Visit the website at: www.librelaw.com
Welcome to LibreLaw. The goal of this project is to support research and analysis of legal materials using open-source natural language processing tools. The website is the front-end for a database containing over 200,000 legal documents. These documents are fully searchable, and search results can be filtered by various categories. The website also includes NLP tools for analyzing the materials, like:
- Create custom graphs of citation relationships among opinions: http://librelaw.com/Delaware/graphview/182939
- Identify people and organizations in texts
This repository contains some of the source-code that supports the www.librelaw.com website. Specifically, you can find the scripts that:
- Download raw opinions, statutes, and court rules
- Process and parse the raw text or PDFs so they can be stored as tabular data with defined dates, courts, jurisdictions, and other fields.
- Analyze the corpus for connections between documents and build data structures that support the graphical citeview featured on the website.
- Extract the names of people and organizations from any opinion in the corpus.
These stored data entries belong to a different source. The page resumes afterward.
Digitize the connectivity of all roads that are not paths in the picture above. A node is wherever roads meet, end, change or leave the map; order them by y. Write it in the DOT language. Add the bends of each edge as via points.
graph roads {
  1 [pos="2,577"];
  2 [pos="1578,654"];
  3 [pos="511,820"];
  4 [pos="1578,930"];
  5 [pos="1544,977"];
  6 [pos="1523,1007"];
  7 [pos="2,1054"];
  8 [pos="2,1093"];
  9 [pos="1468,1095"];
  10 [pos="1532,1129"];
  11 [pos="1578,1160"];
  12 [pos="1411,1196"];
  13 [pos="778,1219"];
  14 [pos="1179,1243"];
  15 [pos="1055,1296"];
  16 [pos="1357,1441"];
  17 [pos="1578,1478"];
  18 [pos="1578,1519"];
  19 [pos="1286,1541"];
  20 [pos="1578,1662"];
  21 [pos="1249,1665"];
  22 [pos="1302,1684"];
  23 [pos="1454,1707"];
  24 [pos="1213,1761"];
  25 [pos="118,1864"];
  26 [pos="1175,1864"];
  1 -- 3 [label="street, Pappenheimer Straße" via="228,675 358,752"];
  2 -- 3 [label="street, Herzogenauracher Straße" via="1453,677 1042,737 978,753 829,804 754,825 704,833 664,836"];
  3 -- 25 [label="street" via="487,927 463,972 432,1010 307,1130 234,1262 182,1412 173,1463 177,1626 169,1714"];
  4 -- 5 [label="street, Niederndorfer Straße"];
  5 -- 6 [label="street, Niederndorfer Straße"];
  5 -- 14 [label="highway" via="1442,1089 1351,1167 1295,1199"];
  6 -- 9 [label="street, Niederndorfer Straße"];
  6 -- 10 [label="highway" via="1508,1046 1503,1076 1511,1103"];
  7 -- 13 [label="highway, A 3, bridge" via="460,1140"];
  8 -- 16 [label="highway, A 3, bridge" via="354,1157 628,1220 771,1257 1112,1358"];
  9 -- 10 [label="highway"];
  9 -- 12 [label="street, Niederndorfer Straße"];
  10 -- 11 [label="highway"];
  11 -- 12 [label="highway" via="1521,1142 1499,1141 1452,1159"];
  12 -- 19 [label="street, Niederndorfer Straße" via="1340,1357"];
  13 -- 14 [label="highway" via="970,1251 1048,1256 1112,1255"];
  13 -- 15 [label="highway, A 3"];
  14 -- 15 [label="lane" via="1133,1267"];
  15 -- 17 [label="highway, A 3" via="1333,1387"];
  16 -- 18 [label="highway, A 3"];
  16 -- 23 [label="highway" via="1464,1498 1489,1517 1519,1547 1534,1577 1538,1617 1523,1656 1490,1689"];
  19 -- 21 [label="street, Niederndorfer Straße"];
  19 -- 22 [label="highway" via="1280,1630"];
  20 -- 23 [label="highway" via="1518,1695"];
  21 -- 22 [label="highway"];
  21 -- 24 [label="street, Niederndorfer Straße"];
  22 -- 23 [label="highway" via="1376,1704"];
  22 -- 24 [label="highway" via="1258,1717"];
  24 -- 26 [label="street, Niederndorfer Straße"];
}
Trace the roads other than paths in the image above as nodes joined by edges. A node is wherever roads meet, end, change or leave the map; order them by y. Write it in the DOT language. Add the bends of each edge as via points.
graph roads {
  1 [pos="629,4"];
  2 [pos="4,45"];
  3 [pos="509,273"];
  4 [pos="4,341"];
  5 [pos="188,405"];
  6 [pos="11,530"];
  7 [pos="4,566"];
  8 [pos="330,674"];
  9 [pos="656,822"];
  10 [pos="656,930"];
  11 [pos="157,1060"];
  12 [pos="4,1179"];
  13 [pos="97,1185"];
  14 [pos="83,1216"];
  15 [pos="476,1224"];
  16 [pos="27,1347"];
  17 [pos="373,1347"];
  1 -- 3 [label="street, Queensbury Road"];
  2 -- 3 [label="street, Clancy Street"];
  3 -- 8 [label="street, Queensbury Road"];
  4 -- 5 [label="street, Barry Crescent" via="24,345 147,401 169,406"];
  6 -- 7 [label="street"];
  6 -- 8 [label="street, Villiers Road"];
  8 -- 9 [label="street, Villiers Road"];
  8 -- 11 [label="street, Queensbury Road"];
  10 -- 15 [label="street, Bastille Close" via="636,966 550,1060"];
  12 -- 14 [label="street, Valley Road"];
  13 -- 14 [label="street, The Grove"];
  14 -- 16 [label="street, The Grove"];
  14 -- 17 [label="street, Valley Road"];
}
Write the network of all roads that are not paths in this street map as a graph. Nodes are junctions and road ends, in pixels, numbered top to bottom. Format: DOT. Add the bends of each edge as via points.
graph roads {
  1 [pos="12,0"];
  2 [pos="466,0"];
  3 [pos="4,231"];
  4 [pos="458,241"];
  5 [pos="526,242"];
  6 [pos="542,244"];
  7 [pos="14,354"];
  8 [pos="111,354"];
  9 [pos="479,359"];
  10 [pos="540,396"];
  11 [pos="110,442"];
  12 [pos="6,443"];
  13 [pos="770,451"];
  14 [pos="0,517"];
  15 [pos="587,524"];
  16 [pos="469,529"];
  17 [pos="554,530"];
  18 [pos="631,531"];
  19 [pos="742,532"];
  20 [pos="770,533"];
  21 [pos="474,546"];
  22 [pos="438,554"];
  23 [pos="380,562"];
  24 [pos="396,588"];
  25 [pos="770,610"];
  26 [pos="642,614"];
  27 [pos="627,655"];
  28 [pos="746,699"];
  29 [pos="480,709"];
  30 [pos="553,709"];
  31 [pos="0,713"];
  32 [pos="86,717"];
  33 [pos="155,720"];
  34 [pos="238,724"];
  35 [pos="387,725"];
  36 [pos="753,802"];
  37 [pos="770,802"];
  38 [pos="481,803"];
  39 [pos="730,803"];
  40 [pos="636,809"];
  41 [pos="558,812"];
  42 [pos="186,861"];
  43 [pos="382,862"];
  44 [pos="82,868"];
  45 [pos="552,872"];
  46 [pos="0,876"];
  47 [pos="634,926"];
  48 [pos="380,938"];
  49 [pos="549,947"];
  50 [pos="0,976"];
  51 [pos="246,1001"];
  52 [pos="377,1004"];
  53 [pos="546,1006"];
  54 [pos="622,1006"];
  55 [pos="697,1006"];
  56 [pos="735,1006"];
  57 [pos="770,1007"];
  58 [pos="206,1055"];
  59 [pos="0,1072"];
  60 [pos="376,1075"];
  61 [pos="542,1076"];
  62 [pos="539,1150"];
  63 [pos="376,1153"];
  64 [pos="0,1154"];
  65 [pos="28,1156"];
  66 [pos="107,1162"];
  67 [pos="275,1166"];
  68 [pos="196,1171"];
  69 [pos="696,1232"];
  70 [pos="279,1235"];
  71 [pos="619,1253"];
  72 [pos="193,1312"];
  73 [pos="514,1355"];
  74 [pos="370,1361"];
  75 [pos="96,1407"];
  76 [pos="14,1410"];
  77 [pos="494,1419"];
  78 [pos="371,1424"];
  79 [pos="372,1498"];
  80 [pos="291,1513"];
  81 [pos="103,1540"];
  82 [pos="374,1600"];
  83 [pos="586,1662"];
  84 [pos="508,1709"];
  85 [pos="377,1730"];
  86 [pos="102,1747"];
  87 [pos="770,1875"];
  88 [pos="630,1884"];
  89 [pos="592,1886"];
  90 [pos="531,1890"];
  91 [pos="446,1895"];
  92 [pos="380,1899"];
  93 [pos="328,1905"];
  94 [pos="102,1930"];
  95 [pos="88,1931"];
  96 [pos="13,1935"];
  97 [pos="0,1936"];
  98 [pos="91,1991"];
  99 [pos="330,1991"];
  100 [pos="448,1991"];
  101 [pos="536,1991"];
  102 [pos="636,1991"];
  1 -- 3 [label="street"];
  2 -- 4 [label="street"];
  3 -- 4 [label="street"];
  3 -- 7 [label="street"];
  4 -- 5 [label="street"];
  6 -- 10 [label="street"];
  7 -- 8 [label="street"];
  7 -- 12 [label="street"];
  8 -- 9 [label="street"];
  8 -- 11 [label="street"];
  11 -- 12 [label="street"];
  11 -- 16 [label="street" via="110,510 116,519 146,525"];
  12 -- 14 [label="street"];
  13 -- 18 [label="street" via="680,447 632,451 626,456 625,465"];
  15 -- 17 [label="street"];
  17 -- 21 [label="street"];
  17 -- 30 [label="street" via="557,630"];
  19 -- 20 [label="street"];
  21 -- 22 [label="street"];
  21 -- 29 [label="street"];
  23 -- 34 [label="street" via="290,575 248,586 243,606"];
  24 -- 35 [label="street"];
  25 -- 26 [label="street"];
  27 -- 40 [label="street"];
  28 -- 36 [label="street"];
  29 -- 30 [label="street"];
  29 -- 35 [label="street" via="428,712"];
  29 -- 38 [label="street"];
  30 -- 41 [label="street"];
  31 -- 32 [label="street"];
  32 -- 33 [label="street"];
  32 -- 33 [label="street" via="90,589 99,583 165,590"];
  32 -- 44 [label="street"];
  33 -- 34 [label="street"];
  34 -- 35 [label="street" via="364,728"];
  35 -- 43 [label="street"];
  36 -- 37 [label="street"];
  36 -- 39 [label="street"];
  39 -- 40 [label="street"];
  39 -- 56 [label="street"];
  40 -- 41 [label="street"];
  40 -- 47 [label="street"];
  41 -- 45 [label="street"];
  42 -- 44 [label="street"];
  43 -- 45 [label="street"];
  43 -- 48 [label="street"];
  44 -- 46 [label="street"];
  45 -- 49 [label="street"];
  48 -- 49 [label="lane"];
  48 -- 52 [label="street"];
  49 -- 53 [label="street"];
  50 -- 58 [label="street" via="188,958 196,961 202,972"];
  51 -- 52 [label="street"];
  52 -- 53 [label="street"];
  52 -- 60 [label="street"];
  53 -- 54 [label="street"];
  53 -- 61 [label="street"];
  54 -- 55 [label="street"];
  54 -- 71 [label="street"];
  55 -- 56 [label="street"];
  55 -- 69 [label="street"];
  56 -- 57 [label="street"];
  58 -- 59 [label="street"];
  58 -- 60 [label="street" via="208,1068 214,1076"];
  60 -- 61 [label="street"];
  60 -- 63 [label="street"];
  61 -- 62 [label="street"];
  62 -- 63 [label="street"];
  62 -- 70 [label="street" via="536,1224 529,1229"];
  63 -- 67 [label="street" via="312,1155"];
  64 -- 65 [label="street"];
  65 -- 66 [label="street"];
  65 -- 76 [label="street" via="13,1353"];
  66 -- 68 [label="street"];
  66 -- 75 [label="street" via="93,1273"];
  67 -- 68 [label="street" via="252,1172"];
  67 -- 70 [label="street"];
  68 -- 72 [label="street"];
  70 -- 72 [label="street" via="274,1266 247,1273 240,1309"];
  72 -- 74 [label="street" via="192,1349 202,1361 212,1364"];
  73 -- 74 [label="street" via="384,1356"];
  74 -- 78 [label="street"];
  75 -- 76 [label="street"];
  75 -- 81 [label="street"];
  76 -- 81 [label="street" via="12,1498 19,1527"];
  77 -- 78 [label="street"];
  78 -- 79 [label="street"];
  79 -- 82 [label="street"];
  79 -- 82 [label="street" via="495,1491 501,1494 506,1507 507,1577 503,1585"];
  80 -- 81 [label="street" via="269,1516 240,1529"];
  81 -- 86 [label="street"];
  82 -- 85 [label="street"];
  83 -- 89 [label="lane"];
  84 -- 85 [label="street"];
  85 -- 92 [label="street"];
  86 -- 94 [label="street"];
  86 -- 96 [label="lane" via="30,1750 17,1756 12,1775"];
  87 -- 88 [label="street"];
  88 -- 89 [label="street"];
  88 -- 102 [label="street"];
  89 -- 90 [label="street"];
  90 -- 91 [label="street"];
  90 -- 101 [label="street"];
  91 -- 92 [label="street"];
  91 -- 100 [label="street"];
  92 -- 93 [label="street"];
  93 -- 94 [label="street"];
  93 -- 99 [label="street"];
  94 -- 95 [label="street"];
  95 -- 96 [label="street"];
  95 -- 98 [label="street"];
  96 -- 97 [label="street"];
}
All comments and ideas are welcome.
-
CiteVista: NLP tools. These scripts create datastructures to hold citation relationships among opinions, generate graphs that model relationships among opinions, identify people and organizations in text, and clean text in support of these functions.
-
OPparser: Scripts that download legal opinions from public sources, parse and format their content, and add them to the database.
-
STATparser: Scripts that download and parse statues and court rules from public sources, parse and format their content, and add them to the database.
-
Gensim: Experimental use of the Gensim library with the corpus of legal opinions.